Pickleball sounds a lot like a sports parody. Its origin story reads like a prequel to BASEketball. A future U.S. congressman has a couple buddies over to his cottage, they grab some miscellaneous sports equipment and by happy accident concoct a brand new game that they name after Pickles, the representative’s beloved pooch — apparently the wily cocker spaniel had a penchant for stealing the ball.
Today there are 2.5 million players who pick up paddles and swat away at perforated balls on outdoor and indoor courts across America. Scores of grade school kids get their first taste of pickleball during PE, the sport has become a gym class smash hit.
So, What’s the Dill-io?
Take a shrink ray gun to a tennis court until it’s one quarter the size, pick up a rectangular paddle, and serve the ball underhand from behind the baseline diagonally over the net into the opposite court and you’re playing Pickleball. Games are typically played to 11 points and you need to win by two.
With a much smaller court space and ball that moves a third the speed of a tennis ball, Pickle Ball is low impact all ages fun for the whole family. Baby boomers who can no longer cover a full tennis court comfortably have been taking up the game in droves but the recent surge in pickleball participation is being propelled by multiple factors. The cinch to setup and pickup sport is making major inroads with school-age children and teens who are being introduced to the sport in gym class.
“We’re making a concerted effort to get into schools and Universities to grow the sport” explains Drew Wathey, the Managing Director of Recreational Programs at the USA Pickleball Association. “We hope to reach them young and early and have them develop a passion and love for a sport that they can play for the rest of their lives ”
The History of Pickleball
While it only takes around three weeks to ferment and cure run-of-the-mill dill pickles, the gestation period for a new sport can take decades before reaching critical mass and that’s the story of Pickleball.
The great game was brined back 1965, on Bainsbridge Island, a bedroom community just a seven-mile ferry ride away from downtown Seattle.
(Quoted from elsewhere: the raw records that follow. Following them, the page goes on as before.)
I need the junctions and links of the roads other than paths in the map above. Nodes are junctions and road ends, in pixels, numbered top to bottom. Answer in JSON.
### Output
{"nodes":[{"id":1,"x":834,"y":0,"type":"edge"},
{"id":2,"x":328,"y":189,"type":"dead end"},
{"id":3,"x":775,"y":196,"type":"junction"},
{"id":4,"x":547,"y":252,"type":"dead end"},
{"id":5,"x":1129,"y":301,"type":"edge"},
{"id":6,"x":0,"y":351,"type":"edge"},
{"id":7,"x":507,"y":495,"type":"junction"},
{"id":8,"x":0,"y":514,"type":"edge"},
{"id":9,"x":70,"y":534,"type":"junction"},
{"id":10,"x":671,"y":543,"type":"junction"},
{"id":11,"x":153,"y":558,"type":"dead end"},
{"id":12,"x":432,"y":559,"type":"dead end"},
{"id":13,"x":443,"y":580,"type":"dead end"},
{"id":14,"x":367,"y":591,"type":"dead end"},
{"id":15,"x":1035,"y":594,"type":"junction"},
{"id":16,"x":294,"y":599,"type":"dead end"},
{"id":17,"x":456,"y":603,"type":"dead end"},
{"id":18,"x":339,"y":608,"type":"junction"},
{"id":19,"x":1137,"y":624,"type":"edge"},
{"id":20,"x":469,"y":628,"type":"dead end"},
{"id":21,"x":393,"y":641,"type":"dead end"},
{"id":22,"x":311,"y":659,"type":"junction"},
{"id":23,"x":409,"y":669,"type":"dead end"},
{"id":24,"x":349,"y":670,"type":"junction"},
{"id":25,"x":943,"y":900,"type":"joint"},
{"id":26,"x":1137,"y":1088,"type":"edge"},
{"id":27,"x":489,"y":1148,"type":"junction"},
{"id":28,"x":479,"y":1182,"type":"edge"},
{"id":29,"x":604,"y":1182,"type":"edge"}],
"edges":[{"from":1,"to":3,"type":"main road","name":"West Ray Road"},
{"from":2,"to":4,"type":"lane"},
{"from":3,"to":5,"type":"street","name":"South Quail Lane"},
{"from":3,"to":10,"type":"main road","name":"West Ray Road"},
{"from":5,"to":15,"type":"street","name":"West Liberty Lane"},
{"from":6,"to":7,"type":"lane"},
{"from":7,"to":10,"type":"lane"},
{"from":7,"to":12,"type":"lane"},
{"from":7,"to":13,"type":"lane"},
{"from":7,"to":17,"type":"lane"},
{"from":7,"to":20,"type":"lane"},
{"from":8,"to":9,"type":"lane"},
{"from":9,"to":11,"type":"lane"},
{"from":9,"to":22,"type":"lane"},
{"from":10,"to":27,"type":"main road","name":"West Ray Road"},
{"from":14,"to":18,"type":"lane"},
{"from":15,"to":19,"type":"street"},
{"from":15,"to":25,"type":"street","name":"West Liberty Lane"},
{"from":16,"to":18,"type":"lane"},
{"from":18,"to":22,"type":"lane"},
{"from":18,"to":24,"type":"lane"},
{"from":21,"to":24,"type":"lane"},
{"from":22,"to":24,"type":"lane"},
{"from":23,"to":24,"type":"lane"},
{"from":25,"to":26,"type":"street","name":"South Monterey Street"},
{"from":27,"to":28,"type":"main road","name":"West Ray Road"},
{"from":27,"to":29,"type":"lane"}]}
Joel Pritchard, then a state senator representing Washington’s thirty-sixth district, had just finished up a round of golf with friends and they had reconvened at his place to chill. Their families were hanging around itching to play a game of sorts and that’s when the magic happened. Pritchard had a badminton court on his property but couldn’t find enough rackets for everyone; instead, they improvised and grabbed ping-pong paddles and a Wiffle ball. They quickly noticed the perforated ball bounced pretty decently on the asphalt and that gave them the idea to lower the net to make it easier to hit over. The next weekend another buddy dropped by, rules were codified and an new pastime was born.
The game grew surely but slowly over the last fifty years before really exploding in the twenty-teens. According to the USAPA, pickleball’s governing body, there are more than 4000 court locations, double the number of 2010. Community centers, PE Classes, YMCA’s, resorts and 55+ active adult communities have been biggest adopters driving the sport’s growth.
A Starter Sport
While you don’t have to cover the same distances as tennis in order to track down your opponent’s shots, pickleball is still a fast-paced game that can deliver a great cardio workout.
Jesse Gates, a middle school phys-ed teacher in Camden, South Carolina has been teaching the sport for a few years now and finds kids tend to pick up the game faster than they do tennis.
“The dimensions of the courts are smaller so it’s a lot more fun and they don’t spend as much time chasing the pickleball around as much they do a tennis ball. The name draws them in too, kids love the name ‘pickleball.’”
Gates attributes the popularity boom to the game’s shallow learning curve and instant gratification factor. Many people gravitate toward sports they can feel successful at right off the bat and Pickleball fits that bill to a tee.
Tucker Meyer, 17, works weekends as a caddy at Champions Retreat golf just outside of Augusta Georgia and took up pickleball last year. Developing a modicum of skills in a hurry proved a big part of the appeal.
“It’s easier to learn and a lot easier to play than tennis—you don’t have to run around as much. It’s fun and less physical activity,” he admits. Meyer estimates it took him a solid three months of practicing for an hour or two every day to get really good, to the point where he has the degree of confidence he can hold is own against any opponent he squares off against at his high school.
Anna Copley co-runs Pickleball Central, a sporting goods store, along with a half dozen other pickleball related websites with her husband. According to Copely sales have been roaring from the start with top line revenues jumping 40-50 percent every year since they opened up shop eleven years ago. They ship product all over the world and this past April opened up a new brick and mortar pro-shop in Kent, Washington, part of a 20,000 square foot indoor facility that includes four rent-by-the-hour courts. She views pickleball’s current growth spurt as a continuation of the snowball effect that began back in 1965 on Bainsbridge Island.
“It’s just taken fifty years for it to permeate from one person’s backyard to more people’s backyards,” she said. “And then to schools and resort communities in the sunbelt and folks [who discovered it there] taking the sport back to their homes in the Midwest in Minnesota and Wisconsin and Michigan.’
In other words, it’s taken just a bit longer to brine.